Desafios da inculturação da fé
§68. O substrato cristão dalguns povos
– sobretudo ocidentais – é uma realidade viva. Aqui encontramos, especialmente
nos mais necessitados, uma reserva moral que guarda valores de autêntico
humanismo cristão. Um olhar de fé sobre a realidade não pode deixar de
reconhecer o que semeia o Espírito Santo. Significaria não ter confiança na sua
ação livre e generosa pensar que não existem autênticos valores cristãos, onde
uma grande parte da população recebeu o Batismo e exprime de variadas maneiras
a sua fé e solidariedade fraterna. Aqui há que reconhecer muito mais que
«sementes do Verbo», visto que se trata duma autêntica fé católica com
modalidades próprias de expressão e de pertença à Igreja.
Não convém ignorar a
enorme importância que tem uma cultura marcada pela fé, porque, não obstante os
seus limites, esta cultura evangelizada tem, contra os ataques do secularismo
atual, muitos mais recursos do que a mera soma dos crentes. Uma cultura popular
evangelizada contém valores de fé e solidariedade que podem provocar o
desenvolvimento duma sociedade mais justa e crente, e possui uma sabedoria
peculiar que devemos saber reconhecer com olhar agradecido.
§69. Há uma necessidade imperiosa de
evangelizar as culturas para inculturar o Evangelho. Nos países de tradição
católica, tratar-se-á de acompanhar, cuidar e fortalecer a riqueza que já
existe e, nos países de outras tradições religiosas ou profundamente secularizados,
há que procurar novos processos de evangelização da cultura, ainda que suponham
projetos a longo prazo. Entretanto não podemos ignorar que há sempre uma
chamada ao crescimento: toda a cultura e todo o grupo social necessitam de
purificação e amadurecimento.
No caso das culturas populares de povos
católicos, podemos reconhecer algumas fragilidades que precisam ainda de ser
curadas pelo Evangelho: o machismo, o alcoolismo, a violência doméstica, uma
escassa participação na Eucaristia, crenças fatalistas ou supersticiosas que
levam a recorrer à bruxaria, etc. Mas o melhor ponto de partida para curar e
ver-se livre de tais fragilidades é precisamente a piedade popular.
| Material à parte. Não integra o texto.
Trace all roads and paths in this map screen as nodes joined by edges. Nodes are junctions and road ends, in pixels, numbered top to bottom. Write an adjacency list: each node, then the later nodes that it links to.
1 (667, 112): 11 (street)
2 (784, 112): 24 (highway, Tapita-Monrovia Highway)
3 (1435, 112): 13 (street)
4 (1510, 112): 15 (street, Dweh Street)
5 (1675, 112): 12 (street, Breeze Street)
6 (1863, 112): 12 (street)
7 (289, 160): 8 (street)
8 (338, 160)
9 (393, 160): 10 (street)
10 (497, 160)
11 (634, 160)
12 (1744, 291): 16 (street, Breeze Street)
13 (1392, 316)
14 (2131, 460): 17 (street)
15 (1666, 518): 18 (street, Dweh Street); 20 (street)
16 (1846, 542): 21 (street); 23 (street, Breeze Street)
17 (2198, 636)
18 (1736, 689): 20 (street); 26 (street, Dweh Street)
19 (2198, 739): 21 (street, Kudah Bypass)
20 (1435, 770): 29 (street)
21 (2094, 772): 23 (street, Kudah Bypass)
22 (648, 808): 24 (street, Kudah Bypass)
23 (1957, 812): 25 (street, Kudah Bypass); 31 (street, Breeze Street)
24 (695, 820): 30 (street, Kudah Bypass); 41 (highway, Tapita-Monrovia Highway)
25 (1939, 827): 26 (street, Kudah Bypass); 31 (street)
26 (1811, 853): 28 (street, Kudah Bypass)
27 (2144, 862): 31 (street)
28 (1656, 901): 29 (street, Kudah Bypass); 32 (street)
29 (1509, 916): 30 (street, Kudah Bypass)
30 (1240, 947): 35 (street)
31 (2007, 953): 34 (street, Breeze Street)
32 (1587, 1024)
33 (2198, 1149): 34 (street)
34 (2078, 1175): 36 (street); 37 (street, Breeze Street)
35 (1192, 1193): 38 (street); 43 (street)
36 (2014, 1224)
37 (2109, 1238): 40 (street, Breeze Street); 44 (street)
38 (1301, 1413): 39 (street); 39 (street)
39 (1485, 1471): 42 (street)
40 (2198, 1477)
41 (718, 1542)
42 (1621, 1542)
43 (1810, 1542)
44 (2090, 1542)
§70. Certo é também que, às vezes, se
dá maior realce a formas exteriores das tradições de grupos concretos ou a
supostas revelações privadas, que se absolutizam, do que ao impulso da piedade
cristã. Há certo cristianismo feito de devoções – próprio duma vivência
individual e sentimental da fé – que, na realidade, não corresponde a uma
autêntica «piedade popular». Alguns promovem estas expressões sem se preocupar
com a promoção social e a formação dos fiéis, fazendo-o nalguns casos para
obter benefícios econômicos ou algum poder sobre os outros. Também não podemos
ignorar que, nas últimas décadas, se produziu uma ruptura na transmissão
geracional da fé cristã no povo católico.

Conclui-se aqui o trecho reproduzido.